INSTRUCTIONS FOR THE TASK:
Find the string "limit" in the entries and copy each line that has it.

EXTRACTED MATERIAL:

**********

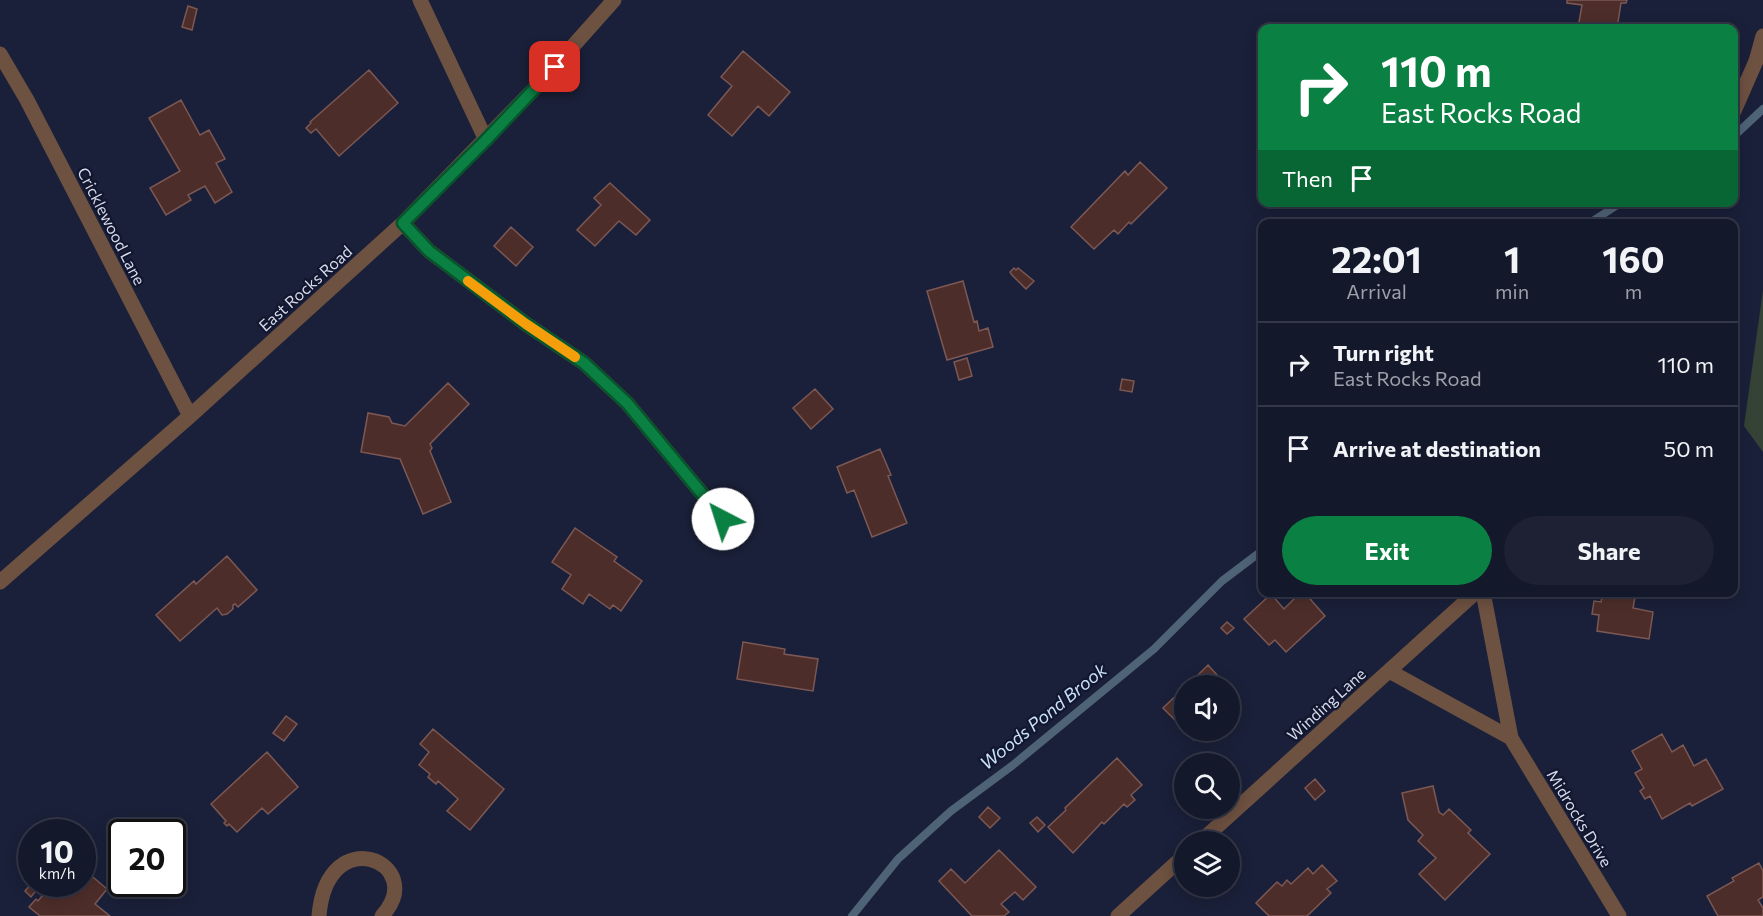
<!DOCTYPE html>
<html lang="en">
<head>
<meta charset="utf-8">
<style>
	body { margin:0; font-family:Commissioner,sans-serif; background:#1d2133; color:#f1f3f6; height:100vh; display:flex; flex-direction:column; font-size:22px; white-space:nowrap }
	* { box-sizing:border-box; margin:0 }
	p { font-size:20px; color:#9da0a9 }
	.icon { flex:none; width:33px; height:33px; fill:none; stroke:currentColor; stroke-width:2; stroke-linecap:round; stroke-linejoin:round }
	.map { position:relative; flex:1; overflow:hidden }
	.side { position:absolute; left:1258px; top:219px; width:480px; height:378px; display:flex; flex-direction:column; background:#14182b; border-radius:12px; box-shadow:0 3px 15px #0003,0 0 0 2px #333747 }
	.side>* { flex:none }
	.hud { position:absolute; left:1258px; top:24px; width:480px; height:183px; border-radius:12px; box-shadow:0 3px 15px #0003,0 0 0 2px #333747; background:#0b8043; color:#fff; overflow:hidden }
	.buttons { position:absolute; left:1174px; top:675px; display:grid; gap:12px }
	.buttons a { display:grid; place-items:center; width:66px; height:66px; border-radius:50%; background:#14182b; box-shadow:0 3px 15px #0003,0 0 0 2px #333747; font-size:30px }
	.speed { position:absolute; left:18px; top:819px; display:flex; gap:12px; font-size:30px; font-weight:700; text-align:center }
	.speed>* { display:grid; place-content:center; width:78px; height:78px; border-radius:50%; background:#14182b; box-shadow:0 3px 15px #0003,0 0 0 2px #333747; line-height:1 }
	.speed small { font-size:15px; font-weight:400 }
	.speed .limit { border:3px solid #111; border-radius:9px; background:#fff; color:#111 }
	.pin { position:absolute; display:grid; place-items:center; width:51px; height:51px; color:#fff; margin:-26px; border-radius:12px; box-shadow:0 3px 9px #0006 }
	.me { position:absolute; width:66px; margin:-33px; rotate:320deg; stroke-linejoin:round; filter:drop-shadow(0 0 4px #0008) }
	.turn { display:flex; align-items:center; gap:21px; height:126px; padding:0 24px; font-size:27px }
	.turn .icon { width:78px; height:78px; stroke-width:2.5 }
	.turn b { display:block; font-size:42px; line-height:51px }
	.then { display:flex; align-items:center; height:57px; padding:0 24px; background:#0003; gap:12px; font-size:22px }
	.eta { display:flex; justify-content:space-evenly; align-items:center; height:102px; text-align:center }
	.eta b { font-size:36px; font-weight:700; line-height:42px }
	.action { display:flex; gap:12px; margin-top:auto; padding:12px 24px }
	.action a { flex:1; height:69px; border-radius:36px; background:#0b8043; color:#fff; font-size:24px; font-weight:700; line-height:69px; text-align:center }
	.action a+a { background:#1d2133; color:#f1f3f6 }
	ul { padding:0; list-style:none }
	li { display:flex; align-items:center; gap:18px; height:84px; padding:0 24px; border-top:2px solid #333747 }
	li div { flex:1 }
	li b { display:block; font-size:22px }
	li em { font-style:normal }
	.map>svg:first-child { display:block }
	.green { fill:#354337 }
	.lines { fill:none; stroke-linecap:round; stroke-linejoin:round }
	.stream { stroke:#4f6377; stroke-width:8 }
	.building { fill:#4d2d2a; stroke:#7c5854; stroke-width:1.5 }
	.minor { stroke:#6d5141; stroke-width:15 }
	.route-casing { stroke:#07532c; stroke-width:15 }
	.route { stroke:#0b8043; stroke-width:10 }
	.slow { stroke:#f59e0b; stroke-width:10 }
	.labels { text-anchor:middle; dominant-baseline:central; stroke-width:4.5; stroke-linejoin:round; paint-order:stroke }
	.street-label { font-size:16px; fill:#d6dbec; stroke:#12162f }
	.water-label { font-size:18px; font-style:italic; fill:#c9e1fa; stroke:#12162f }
</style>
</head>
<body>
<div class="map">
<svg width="1763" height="916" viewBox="0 0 1763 916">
	<rect width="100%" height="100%" fill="#1a2039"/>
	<path class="green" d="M 1763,290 L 1763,452 L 1744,426 Z"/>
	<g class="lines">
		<path class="stream" d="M 1734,136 L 1763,109
			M 1588,224 L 1622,202
			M 852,916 L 898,859 L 951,811 L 1013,765 L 1154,649 L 1222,581 L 1263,550"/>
	</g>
	<path class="building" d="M 1567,0 L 1627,0 L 1626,3 L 1621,3 L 1617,28 L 1578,28 L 1582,5 L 1567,3 Z
		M 188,6 L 197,9 L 192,30 L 182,27 Z
		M 743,51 L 790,92 L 769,116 L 758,106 L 732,136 L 708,115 L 732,86 L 721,77 Z
		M 369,70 L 398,103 L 339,156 L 316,129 L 311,133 L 306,128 L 311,123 L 310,122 Z
		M 181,100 L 200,135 L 209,130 L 225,159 L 216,163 L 232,192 L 215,203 L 205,186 L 188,195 L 191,200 L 166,215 L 150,188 L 180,171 L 149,118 Z
		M 1140,162 L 1167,188 L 1131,224 L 1129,222 L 1118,234 L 1114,230 L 1094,249 L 1071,227 L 1125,171 L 1128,175 Z
		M 610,183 L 650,220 L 636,235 L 619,221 L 595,246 L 577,230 L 601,205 L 594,198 Z
		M 511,227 L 533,247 L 516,266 L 494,246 Z
		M 1014,268 L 1016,270 L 1018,268 L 1034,281 L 1026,289 L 1012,275 L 1010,272 Z
		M 963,281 L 974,322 L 977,321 L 979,331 L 988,328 L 993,347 L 947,360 L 927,291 Z
		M 967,358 L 972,376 L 959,380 L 954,362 Z
		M 1122,379 L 1134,381 L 1132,392 L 1120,390 Z
		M 448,383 L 469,404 L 430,444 L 432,448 L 430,451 L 451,502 L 423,514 L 400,459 L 361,452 L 368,413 L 389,417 L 392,423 L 405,426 Z
		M 815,389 L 833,409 L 811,429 L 793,408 Z
		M 880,449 L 891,475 L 888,476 L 907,523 L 872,537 L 854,490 L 847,493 L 837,467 Z
		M 575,528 L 617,557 L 614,561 L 642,581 L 621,611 L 613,605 L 610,609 L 589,594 L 583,604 L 562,589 L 571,575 L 552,562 Z
		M 227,556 L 257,590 L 238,607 L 235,604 L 233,605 L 233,609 L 227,614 L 222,615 L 217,608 L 180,641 L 156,615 L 194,581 L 196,584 Z
		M 1301,592 L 1304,592 L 1325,616 L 1286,652 L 1275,640 L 1269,645 L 1244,619 L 1271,594 L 1284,609 Z
		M 1603,592 L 1636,592 L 1633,608 L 1653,612 L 1649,639 L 1597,631 L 1599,615 L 1592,614 L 1594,601 L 1601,602 Z
		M 1227,622 L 1234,628 L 1227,634 L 1221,628 Z
		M 743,642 L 785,649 L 784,654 L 818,659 L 813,691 L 737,679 Z
		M 1208,665 L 1227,686 L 1187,686 Z
		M 1185,687 L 1185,730 L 1163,708 Z
		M 286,716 L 297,724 L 284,741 L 273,733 Z
		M 433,729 L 504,789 L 470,830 L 447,811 L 458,799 L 438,781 L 436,784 L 428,777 L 430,774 L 419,765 L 429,752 L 420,744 Z
		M 1185,730 L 1204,730 L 1194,740 Z
		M 1662,734 L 1672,752 L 1683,745 L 1694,766 L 1706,759 L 1723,789 L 1692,806 L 1690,803 L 1662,819 L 1650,796 L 1645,799 L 1640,791 L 1644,788 L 1635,773 L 1642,769 L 1632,751 Z
		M 267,752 L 298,787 L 268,814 L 262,808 L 237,832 L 229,824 L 227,826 L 224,823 L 226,821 L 211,804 Z
		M 1117,758 L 1142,785 L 1131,795 L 1135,800 L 1127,807 L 1124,804 L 1104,824 L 1102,822 L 1073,853 L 1048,827 L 1066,810 L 1065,808 Z
		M 1315,779 L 1325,791 L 1315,800 L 1305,788 Z
		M 1433,786 L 1439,812 L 1443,815 L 1449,809 L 1471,830 L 1468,833 L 1490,854 L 1445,900 L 1419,874 L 1436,858 L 1418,841 L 1423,835 L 1408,820 L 1402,793 Z
		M 988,807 L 1000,818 L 990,828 L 979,817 Z
		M 1037,817 L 1045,825 L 1038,832 L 1030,823 Z
		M 999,850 L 1036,887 L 1023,900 L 1015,892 L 1001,904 L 1009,912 L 1004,916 L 972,916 L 939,881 L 951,869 L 965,883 Z
		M 1759,863 L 1763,871 L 1763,897 L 1758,900 L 1763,908 L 1763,916 L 1718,916 L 1707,896 L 1734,881 L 1732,878 Z
		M 1322,865 L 1337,881 L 1327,889 L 1331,893 L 1307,916 L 1269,916 L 1256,903 L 1277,882 L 1282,886 L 1287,880 L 1291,884 L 1308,868 L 1313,874 Z
		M 87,872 L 107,889 L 95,904 L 110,916 L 40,916 L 29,907 L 36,899 L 38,901 L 52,884 L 71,884 L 74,886 L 77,884 L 82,884 L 82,876 Z
		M 32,883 L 39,887 L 31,897 L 25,891 Z"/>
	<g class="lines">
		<path class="minor" d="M 420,0 L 486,140
			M 0,54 L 27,100 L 190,416
			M 1734,111 L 1756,61 L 1763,36
			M 403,223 L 429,251 L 526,324 L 584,363 L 627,403 L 723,519
			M 0,582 L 190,416 L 403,223 L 541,82 L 614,0
			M 1483,592 L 1511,738 L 1619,916
			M 1389,671 L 1511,738
			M 1200,842 L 1476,592
			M 319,916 C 327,818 430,864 382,916
			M 1118,916 L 1185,855"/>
	</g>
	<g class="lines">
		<defs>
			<path id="route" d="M 555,67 L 486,140 L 403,223 L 429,251 L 526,324 L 584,363 L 627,403 L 723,519"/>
		</defs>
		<use href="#route" class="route-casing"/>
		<use href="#route" class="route"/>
		<path class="slow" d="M 468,281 L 526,324 L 575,357"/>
	</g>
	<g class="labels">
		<g class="street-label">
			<text transform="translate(112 226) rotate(63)">Cricklewood Lane</text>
			<text transform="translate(305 288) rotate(-42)">East Rocks Road</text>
			<text transform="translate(1326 704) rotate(-42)">Winding Lane</text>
			<text transform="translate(1580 818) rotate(59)">Midrocks Drive</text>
		</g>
		<g class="water-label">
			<text transform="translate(1043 716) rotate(-39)">Woods Pond Brook</text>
		</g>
	</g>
</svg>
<div class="buttons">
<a><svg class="icon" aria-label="sound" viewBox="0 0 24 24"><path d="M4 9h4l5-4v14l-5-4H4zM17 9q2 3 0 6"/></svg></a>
<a><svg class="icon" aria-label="search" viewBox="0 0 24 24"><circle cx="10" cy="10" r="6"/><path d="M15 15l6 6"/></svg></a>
<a><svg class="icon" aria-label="layers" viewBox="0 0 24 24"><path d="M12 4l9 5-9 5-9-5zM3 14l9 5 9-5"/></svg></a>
</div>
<div class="speed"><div>10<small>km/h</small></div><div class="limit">20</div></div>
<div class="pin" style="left:555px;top:67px;background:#d93025"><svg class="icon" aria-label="arrive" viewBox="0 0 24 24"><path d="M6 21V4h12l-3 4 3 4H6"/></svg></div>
<svg class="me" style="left:723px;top:519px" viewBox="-20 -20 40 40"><circle r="19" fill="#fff"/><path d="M0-13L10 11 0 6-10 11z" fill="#0b8043"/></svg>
<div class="hud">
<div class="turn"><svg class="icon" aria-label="right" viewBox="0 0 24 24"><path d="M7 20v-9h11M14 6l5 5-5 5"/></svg><div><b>110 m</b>East Rocks Road</div></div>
<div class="then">Then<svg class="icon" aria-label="arrive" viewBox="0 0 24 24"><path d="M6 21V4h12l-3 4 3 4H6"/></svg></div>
</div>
<section class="side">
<div class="eta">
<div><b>22:01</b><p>Arrival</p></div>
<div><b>1</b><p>min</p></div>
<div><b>160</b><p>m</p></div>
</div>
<ul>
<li><svg class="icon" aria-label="right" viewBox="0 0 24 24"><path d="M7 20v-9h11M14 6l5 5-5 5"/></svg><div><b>Turn right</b><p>East Rocks Road</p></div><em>110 m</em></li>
<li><svg class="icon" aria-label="arrive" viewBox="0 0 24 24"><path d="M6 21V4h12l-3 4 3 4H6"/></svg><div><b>Arrive at destination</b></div><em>50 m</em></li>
</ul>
<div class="action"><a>Exit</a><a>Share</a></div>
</section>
</div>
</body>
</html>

**********

SOLUTION BELOW:
	.speed .limit { border:3px solid #111; border-radius:9px; background:#fff; color:#111 }
<div class="speed"><div>10<small>km/h</small></div><div class="limit">20</div></div>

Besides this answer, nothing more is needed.